◆ Items from a data source

■ ■ ■ ■

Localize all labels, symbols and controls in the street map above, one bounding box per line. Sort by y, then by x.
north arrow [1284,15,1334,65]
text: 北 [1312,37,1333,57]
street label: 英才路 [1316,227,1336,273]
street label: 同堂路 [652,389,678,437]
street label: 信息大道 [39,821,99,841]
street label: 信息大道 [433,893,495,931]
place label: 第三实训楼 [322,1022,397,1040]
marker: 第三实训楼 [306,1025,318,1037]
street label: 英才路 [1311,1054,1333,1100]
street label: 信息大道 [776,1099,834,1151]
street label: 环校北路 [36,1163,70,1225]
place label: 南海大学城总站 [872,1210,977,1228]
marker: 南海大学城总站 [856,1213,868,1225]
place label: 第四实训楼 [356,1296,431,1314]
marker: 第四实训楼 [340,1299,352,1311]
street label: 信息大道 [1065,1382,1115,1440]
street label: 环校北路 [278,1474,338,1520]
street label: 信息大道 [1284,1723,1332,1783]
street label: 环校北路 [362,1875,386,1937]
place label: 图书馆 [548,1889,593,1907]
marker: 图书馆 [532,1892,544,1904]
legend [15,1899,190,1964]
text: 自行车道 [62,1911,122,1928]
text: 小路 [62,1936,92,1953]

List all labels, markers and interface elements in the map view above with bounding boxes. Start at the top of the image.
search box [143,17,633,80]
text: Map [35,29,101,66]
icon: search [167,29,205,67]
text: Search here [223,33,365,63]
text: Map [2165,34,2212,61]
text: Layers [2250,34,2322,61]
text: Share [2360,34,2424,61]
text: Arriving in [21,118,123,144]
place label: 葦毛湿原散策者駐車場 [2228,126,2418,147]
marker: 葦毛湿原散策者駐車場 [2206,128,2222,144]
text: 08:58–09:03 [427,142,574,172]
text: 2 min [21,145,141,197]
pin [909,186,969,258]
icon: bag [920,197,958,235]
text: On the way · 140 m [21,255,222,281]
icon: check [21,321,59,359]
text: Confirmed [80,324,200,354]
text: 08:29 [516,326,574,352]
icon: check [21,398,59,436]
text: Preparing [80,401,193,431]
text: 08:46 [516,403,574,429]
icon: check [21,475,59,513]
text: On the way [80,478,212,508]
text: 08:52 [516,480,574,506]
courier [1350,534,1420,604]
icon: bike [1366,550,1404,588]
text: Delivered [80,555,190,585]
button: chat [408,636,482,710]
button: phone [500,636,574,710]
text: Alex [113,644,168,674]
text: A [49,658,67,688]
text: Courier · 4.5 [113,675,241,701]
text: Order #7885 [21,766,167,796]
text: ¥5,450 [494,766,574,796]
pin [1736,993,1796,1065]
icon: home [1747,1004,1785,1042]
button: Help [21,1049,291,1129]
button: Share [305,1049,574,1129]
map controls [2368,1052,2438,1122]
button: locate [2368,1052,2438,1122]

■ ■ ■ ■

Whenever the word "check" shows up in a line of the entries above, copy that line.

◆ EXERCISE RESPONSE
icon: check [21,321,59,359]
icon: check [21,398,59,436]
icon: check [21,475,59,513]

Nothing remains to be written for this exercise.